VoIP Strategic Review

VOIP Strategic review

VoIP Strategic Review

Back in the day, we did a VoIP Strategic Review for a Company that got acquired by Vonage.

1. Executive Summary

Joel Garcia of AllCode met with the Head of Network Design, of Company (Company) on July 30th and 31st to review Company’s VoIP architecture and 3rd party partnerships.

Company is new to the North American telecommunications market. Company’s current focus is on improving their port capacity and carrier diversity in the United States to reduce their overall dependency on Twilio and increase call quality.

AllCode has significant experience in telecommunications in the Americas. We have reasonably priced resources with expertise in telco matters ranging from negotiating legal and pricing matters with US carriers to performing interops and writing complex call routing scripts on Kamailio Sip proxies.

Given Company’s focus on North America, we recommend that Company engage AllCode to provide introductions to the following outbound and inbound DID providers in the United States.

North American Carrier Recommendations:

Outbound:

  1. ANI
  2. Bluetone
  3. Verizon
  4. Brightlink

Inbound DID:

  1. Brightlink
  2. Level3
  3. Hypercube

AllCode has had positive experiences in interacting with these carriers in the past three months. AllCode should work with Company to come up with a carrier requirements document that can be leveraged to determine the viability and correct interop test cases for each of these carriers. AllCode can then perform the interops for 2 of these carriers to enable Company to introduce these carriers to their Acision SIP Proxy Least Cost Routing (LCR) engine by the end of the year.

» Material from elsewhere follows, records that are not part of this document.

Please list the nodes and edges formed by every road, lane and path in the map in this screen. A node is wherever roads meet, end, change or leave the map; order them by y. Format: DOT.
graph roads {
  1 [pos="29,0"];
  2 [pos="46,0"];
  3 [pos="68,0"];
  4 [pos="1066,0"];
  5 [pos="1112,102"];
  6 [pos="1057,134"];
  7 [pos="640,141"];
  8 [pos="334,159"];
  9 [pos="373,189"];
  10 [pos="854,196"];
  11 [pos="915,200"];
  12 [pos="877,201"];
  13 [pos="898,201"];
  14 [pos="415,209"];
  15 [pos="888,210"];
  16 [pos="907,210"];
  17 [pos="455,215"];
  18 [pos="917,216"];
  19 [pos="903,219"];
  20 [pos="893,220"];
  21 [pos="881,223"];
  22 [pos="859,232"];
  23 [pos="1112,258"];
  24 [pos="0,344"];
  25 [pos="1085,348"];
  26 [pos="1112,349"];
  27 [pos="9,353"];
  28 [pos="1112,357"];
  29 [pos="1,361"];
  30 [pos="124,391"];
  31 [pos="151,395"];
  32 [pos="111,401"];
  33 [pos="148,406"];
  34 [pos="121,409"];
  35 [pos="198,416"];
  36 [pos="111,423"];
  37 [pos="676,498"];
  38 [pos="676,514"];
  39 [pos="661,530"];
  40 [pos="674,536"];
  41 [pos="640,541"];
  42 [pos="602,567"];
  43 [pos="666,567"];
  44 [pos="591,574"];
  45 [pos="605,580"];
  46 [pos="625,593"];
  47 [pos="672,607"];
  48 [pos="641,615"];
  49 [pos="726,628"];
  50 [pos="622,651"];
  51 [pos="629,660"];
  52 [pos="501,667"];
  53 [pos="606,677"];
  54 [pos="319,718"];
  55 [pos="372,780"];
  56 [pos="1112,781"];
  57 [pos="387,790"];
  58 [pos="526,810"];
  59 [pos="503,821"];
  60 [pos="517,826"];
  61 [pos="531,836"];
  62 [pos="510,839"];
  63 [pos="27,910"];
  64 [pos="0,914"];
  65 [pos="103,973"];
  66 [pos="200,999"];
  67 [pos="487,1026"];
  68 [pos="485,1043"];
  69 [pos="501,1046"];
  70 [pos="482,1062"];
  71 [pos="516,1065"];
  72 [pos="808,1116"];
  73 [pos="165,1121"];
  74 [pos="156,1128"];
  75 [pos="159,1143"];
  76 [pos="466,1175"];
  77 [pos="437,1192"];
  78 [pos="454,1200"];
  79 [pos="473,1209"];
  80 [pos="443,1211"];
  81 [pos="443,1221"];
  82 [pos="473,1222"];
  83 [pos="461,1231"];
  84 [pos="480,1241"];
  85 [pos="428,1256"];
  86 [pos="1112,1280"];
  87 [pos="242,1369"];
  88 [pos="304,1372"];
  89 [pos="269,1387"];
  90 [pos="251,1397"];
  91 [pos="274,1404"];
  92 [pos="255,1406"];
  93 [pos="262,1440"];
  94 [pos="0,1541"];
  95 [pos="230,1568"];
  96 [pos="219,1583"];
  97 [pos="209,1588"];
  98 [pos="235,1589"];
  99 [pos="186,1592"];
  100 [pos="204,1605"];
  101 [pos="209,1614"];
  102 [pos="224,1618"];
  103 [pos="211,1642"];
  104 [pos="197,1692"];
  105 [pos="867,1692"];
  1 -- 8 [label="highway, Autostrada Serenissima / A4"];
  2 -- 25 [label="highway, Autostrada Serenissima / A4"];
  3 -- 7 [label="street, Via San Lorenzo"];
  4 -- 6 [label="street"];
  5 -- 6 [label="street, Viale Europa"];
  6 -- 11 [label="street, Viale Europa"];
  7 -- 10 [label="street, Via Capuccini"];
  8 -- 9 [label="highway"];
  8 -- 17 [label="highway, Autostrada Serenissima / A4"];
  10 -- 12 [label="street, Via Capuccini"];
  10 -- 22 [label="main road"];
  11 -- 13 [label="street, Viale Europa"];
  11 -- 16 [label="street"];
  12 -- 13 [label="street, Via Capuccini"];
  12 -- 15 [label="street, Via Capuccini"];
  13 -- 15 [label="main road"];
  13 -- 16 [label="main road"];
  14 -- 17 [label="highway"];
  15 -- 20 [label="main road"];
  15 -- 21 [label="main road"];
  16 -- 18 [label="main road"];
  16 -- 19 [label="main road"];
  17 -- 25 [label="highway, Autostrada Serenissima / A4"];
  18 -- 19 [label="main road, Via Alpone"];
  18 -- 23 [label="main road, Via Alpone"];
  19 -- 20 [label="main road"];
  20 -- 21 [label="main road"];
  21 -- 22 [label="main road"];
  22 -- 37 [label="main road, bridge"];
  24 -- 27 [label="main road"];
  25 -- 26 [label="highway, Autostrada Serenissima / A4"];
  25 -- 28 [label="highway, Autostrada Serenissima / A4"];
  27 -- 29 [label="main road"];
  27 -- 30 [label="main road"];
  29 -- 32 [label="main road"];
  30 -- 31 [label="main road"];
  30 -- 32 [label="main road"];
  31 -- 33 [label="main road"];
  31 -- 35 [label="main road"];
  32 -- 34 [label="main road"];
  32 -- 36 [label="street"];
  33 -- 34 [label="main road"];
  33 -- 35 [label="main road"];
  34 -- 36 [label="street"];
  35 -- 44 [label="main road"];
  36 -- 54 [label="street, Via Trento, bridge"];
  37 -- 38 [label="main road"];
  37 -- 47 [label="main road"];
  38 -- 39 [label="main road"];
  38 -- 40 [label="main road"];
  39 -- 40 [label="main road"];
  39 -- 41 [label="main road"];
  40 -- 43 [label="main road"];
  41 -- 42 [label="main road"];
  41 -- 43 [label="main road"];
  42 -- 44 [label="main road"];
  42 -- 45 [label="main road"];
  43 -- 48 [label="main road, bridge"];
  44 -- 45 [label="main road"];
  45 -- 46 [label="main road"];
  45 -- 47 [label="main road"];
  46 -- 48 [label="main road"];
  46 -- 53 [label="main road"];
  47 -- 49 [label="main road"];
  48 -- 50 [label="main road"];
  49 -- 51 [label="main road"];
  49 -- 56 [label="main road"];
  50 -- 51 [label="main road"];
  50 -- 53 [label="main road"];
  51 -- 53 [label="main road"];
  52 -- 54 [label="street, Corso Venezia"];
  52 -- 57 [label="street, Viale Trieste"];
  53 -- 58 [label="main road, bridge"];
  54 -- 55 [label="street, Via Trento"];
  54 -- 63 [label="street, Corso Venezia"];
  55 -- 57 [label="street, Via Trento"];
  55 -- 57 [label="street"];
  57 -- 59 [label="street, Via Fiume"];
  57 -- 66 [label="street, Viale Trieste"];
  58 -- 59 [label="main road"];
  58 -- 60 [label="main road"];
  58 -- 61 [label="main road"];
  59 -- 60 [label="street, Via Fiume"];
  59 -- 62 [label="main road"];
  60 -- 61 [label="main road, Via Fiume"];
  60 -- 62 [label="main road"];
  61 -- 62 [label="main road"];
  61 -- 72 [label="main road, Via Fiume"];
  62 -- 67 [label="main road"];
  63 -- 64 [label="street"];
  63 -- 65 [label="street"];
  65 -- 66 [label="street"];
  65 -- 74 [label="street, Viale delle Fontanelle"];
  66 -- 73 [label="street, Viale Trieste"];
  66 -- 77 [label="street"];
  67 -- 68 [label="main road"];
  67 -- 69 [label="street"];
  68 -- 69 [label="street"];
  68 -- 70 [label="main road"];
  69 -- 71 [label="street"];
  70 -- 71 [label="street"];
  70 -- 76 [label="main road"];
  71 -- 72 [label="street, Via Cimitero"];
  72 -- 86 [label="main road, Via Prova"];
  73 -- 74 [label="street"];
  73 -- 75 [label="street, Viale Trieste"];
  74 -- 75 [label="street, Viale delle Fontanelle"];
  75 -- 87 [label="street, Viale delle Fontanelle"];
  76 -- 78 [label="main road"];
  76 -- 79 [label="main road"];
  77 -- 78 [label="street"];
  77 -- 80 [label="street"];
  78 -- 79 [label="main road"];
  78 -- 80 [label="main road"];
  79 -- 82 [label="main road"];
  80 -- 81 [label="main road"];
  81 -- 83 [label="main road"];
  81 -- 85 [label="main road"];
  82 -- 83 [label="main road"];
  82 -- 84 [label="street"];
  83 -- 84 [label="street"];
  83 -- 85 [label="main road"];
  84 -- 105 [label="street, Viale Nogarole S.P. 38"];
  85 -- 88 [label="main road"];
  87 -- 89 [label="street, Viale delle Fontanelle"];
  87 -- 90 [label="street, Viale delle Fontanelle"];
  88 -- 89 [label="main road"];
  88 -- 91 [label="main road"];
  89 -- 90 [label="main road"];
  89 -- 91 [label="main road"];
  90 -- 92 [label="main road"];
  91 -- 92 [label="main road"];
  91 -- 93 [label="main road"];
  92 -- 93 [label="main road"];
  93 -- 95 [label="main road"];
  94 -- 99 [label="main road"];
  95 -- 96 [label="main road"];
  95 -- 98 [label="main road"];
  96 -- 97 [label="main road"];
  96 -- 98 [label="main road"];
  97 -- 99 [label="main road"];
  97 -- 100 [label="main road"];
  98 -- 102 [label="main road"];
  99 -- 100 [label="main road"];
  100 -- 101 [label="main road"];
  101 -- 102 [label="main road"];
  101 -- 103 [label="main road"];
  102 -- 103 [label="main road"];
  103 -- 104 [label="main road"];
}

2. Current State of Affairs

2.1 VoIP

2.1.1 Carriers

Company provides VoIP solutions for EMEA, the US, and APAC. EMEA comprises 80% of the volume. The US comprises 10% of the volume. APAC comprises the remaining 10% of the volume.

In EMEA, Company runs two UK colocations, which are able to service EMEA to the tune of 2 million minutes per day. For EMEA, the following carriers are used: British Telecom, Vodafone, Twilio, and Level3. With the recent introduction of the Acision SIP and RTP Proxies, there is comfort with the current implementation.

In the US, Company run on Amazon Web Services (AWS). Company does 5 million minutes per month, but they are expecting to grow. For the US, the following carriers are used:  Tata, Twilio, and Level3. Twilio does the majority of the volume. With Twilio, there have been voice quality issues. Twilio has tried to introduce Company to their dynamic routing, but the call quality has remained poor. To the best of our knowledge, Twilio does not use quality scores in their dynamic routing.  Their dynamic routing is solely based upon cost. Level3 has been slow to fulfill Company’s requests. Company currently has 200 dedicated ports with Level3.

In APAC, Company does 5 million minutes per month. They are expecting growth in APAC. For APAC, Company utilizes Telegate, Tata, and Twilio. Telegate is an aggregator that runs calls through Telstra and Opus. Company does not have a relationship with Telstra and Opus.

Company does not have a solution in Latin America nor in the BRIC countries. For these countries, Company is looking to institute a process to test call termination and origination prior to opening these regions for Sales. Part of this process will involve identifying the most appropriate regional carrier partners.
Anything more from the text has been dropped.